--- The problem ---
Among the entries below, find the line with "index dip: (754, 287)" and the line with "index dip: (774, 259)". Return exactly those lines and every line between them, but no pictures.

--- Data to process ---

___

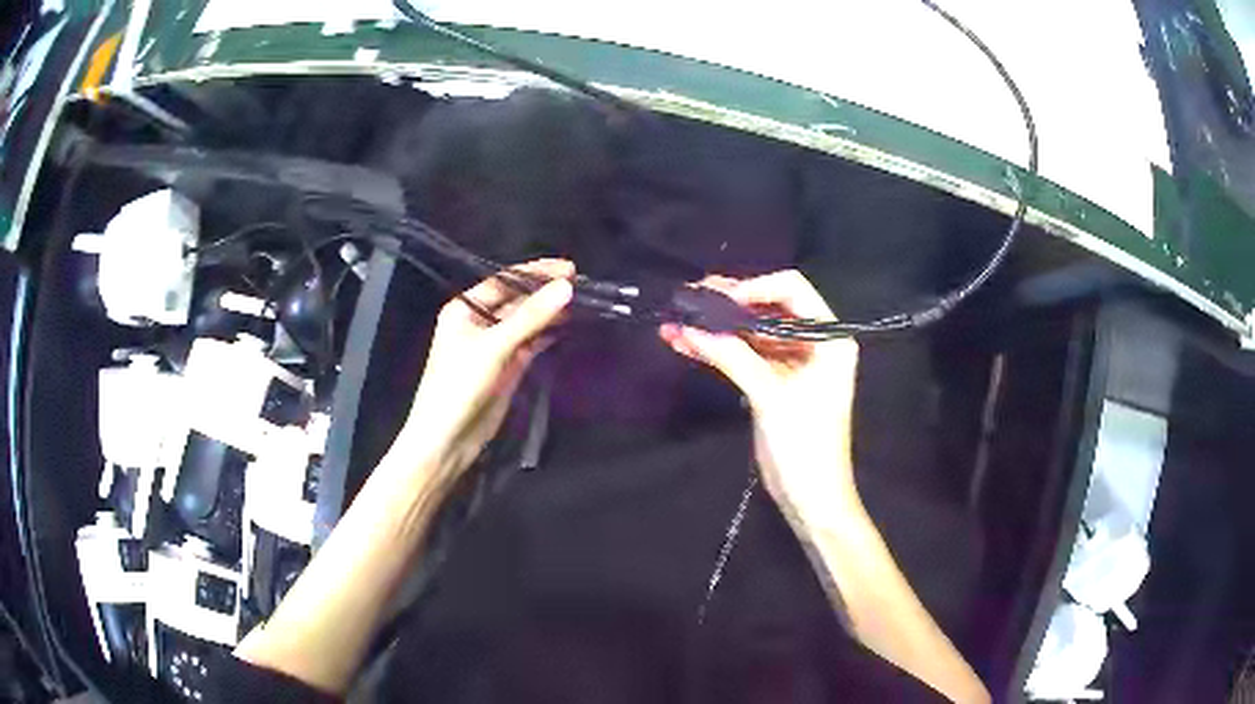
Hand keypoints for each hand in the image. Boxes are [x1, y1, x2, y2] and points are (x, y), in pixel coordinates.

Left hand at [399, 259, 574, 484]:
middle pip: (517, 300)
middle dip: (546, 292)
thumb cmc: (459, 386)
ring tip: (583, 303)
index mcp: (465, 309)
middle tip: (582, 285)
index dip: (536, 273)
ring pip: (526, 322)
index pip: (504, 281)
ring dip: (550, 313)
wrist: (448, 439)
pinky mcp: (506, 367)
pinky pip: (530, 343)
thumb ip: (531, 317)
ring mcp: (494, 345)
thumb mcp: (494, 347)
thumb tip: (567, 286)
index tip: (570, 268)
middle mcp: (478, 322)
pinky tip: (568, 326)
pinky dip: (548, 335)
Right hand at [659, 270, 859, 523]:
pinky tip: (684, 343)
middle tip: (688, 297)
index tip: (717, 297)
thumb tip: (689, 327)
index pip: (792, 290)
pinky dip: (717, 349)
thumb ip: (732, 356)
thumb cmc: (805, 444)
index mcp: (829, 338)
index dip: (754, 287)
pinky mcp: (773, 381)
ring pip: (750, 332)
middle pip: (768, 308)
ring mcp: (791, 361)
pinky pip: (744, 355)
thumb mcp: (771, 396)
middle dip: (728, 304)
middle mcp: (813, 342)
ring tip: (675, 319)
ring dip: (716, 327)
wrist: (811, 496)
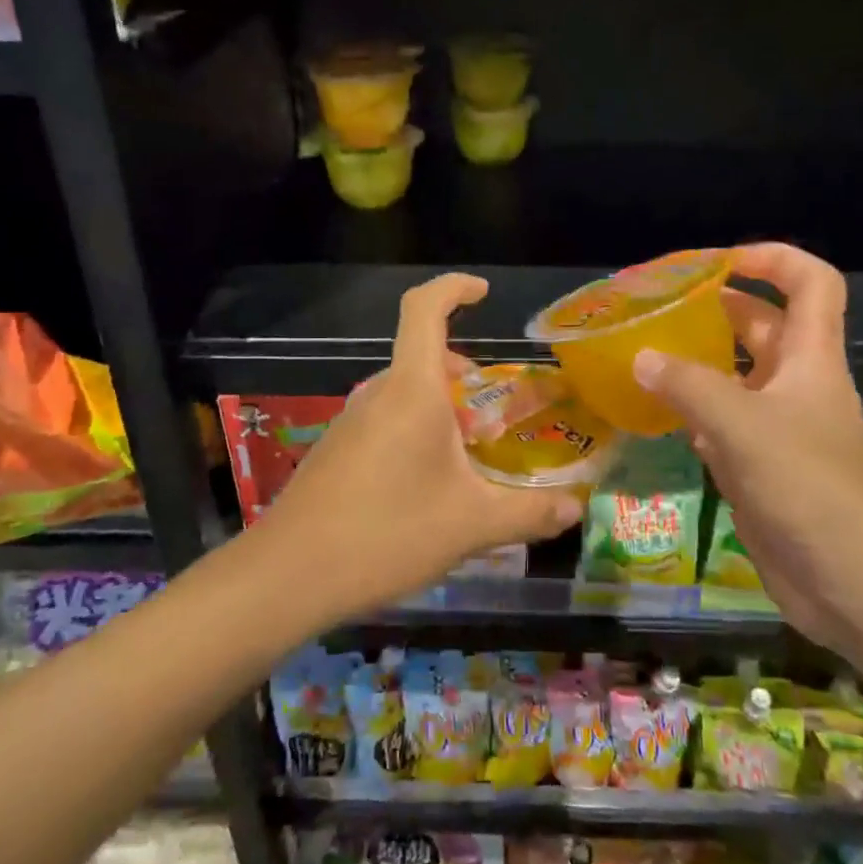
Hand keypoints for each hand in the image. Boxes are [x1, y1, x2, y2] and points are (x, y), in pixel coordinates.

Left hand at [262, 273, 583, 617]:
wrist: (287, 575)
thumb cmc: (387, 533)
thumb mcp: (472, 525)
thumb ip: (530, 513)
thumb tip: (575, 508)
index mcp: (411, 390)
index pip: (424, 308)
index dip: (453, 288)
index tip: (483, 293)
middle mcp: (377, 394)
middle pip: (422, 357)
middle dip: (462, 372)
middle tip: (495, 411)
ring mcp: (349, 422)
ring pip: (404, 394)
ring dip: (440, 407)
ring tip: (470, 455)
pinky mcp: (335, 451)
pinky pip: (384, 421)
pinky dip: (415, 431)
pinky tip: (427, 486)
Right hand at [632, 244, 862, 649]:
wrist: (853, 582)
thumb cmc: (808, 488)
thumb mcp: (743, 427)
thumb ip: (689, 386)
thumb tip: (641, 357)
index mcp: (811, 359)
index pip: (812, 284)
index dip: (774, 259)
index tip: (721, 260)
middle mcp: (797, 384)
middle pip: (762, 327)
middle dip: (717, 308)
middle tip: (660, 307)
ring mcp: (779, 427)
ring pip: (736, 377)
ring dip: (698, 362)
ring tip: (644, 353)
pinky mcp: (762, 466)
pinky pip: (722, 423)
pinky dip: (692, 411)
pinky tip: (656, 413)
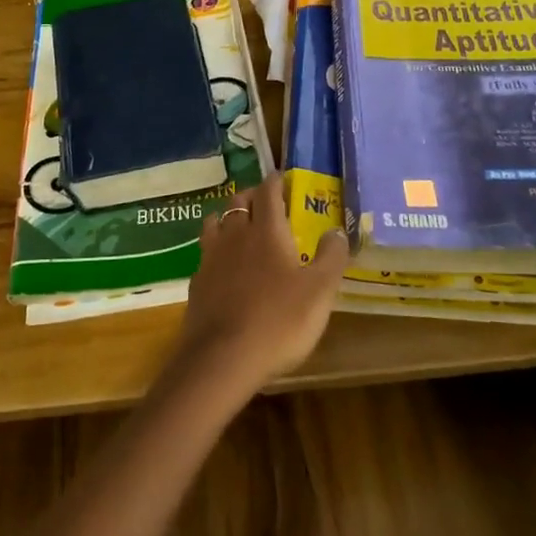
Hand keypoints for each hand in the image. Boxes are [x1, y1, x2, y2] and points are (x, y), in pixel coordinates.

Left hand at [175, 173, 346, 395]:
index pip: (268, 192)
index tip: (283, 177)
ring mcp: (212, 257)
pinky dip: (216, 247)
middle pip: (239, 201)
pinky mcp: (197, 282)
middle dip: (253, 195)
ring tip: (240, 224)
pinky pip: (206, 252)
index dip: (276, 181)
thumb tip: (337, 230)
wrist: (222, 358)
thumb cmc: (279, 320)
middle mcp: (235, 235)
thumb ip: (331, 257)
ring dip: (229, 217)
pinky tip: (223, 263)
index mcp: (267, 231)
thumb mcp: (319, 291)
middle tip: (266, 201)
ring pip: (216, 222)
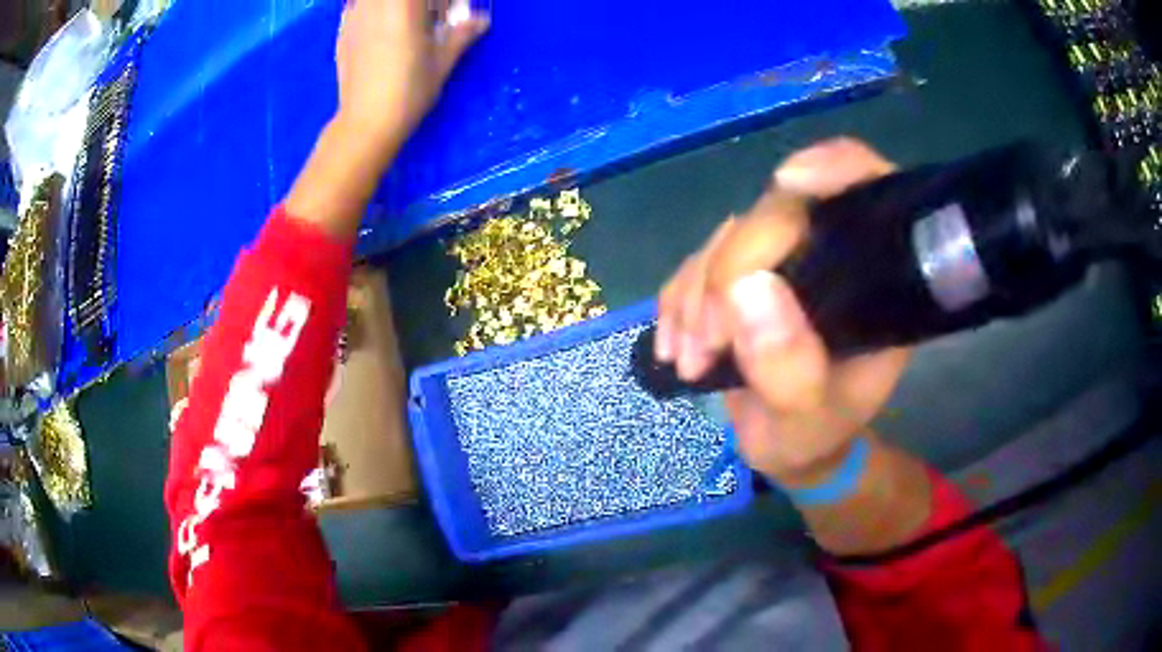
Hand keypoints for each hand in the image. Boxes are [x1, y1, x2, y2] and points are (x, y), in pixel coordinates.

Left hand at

___

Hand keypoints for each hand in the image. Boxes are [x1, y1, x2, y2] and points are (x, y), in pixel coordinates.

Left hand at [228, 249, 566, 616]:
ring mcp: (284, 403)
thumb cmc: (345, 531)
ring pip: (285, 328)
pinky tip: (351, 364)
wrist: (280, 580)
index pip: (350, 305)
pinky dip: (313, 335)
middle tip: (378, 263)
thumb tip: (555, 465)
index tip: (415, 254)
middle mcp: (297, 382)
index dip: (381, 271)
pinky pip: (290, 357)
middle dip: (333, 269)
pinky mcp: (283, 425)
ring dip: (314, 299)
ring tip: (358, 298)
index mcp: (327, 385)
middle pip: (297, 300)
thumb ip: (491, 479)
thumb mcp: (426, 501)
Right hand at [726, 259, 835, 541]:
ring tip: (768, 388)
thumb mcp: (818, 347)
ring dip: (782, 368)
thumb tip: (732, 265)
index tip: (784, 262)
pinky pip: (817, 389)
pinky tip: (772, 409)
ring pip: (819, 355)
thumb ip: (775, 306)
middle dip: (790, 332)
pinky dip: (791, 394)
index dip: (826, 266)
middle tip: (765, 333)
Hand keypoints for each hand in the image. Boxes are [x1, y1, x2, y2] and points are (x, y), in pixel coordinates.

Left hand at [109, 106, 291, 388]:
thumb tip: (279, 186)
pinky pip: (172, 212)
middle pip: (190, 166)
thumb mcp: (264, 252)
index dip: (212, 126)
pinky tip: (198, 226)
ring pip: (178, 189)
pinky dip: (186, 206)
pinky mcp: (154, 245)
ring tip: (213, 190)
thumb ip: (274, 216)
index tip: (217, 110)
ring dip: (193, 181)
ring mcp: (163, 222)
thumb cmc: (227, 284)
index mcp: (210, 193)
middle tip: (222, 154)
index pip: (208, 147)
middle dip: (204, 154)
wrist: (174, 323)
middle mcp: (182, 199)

___

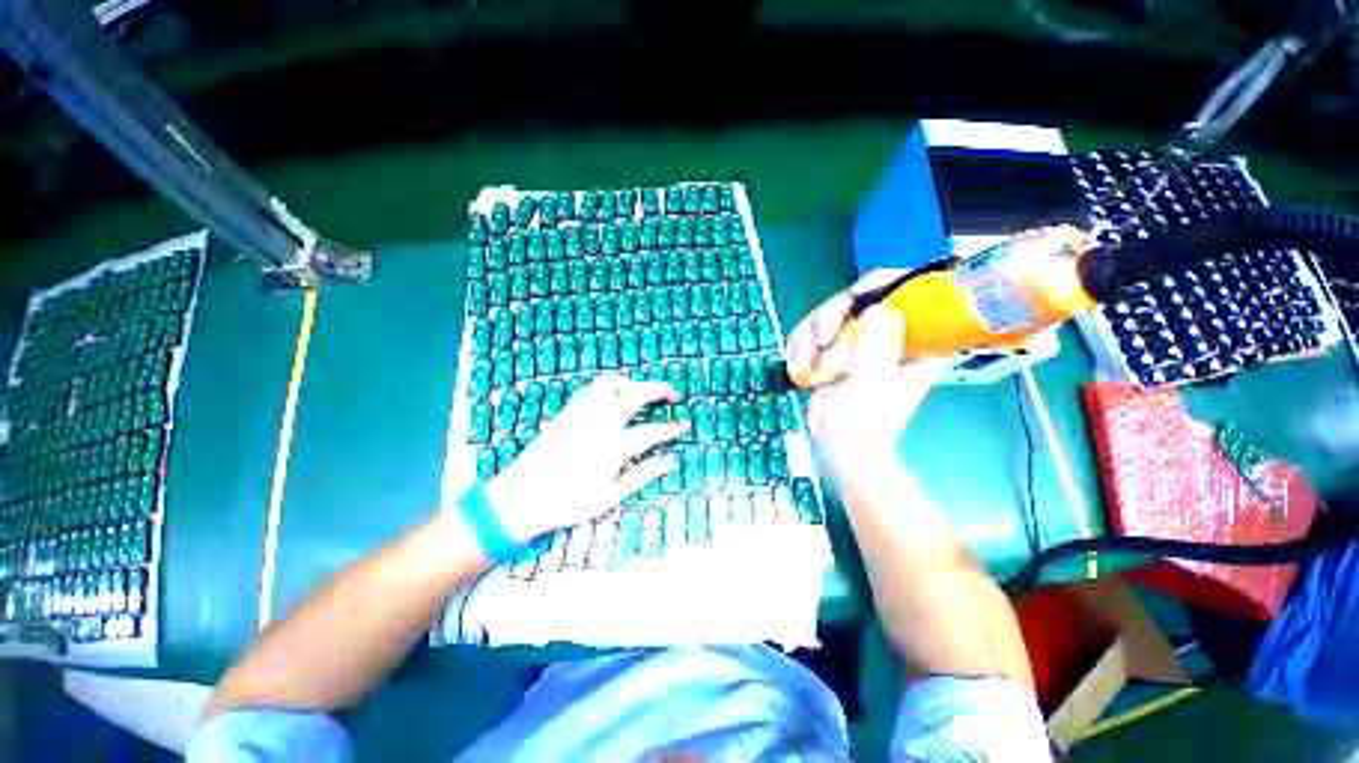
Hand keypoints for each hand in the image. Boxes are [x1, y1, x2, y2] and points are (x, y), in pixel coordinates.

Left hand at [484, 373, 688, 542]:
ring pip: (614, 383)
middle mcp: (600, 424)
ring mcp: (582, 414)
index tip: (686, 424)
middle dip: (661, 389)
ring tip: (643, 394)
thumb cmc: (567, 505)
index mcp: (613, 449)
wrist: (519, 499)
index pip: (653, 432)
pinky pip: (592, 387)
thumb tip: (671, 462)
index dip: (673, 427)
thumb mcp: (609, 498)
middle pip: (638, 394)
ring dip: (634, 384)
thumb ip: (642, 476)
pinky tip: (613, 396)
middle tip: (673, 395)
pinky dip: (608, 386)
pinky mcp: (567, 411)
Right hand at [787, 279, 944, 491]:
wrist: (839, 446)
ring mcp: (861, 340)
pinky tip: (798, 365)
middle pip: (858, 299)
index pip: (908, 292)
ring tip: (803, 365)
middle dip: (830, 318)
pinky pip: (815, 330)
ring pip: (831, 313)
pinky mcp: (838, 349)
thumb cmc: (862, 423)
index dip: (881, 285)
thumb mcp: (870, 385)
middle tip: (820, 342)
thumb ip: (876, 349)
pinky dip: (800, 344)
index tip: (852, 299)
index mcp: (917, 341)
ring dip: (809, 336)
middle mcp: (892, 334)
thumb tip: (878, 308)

___

--- Task solution ---
index dip: (754, 287)
pinky mcp: (773, 381)
ring pip: (750, 332)
middle pip: (768, 308)
ring mcp: (791, 361)
pinky pip: (744, 355)
thumb mcp: (771, 396)
middle dip: (728, 304)
middle mcp: (813, 342)
ring tip: (675, 319)
ring dip: (716, 327)
wrist: (811, 496)
Hand keypoints for each hand in the image. Boxes are [x1, y1, x2, y2] and points are (x, y), in pixel coordinates.

Left hand at [262, 273, 583, 617]:
wrist: (287, 575)
thumb cmc: (387, 533)
thumb mcp: (472, 525)
thumb ip: (530, 513)
thumb tip: (575, 508)
index mcp: (411, 390)
index pip: (424, 308)
index dip: (453, 288)
index tip: (483, 293)
middle mcp: (377, 394)
middle pip: (422, 357)
middle dip: (462, 372)
middle tip: (495, 411)
ring mcp: (349, 422)
ring pip: (404, 394)
ring dip: (440, 407)
ring tip: (470, 455)
pinky mcp: (335, 451)
pinky pip: (384, 421)
pinky dip: (415, 431)
pinky tip: (427, 486)
Right hand at [632, 244, 862, 649]:
wrist: (853, 582)
thumb cmc: (808, 488)
thumb mcp: (743, 427)
thumb ip: (689, 386)
thumb tip: (641, 357)
index mcp: (811, 359)
index pip: (812, 284)
index dip: (774, 259)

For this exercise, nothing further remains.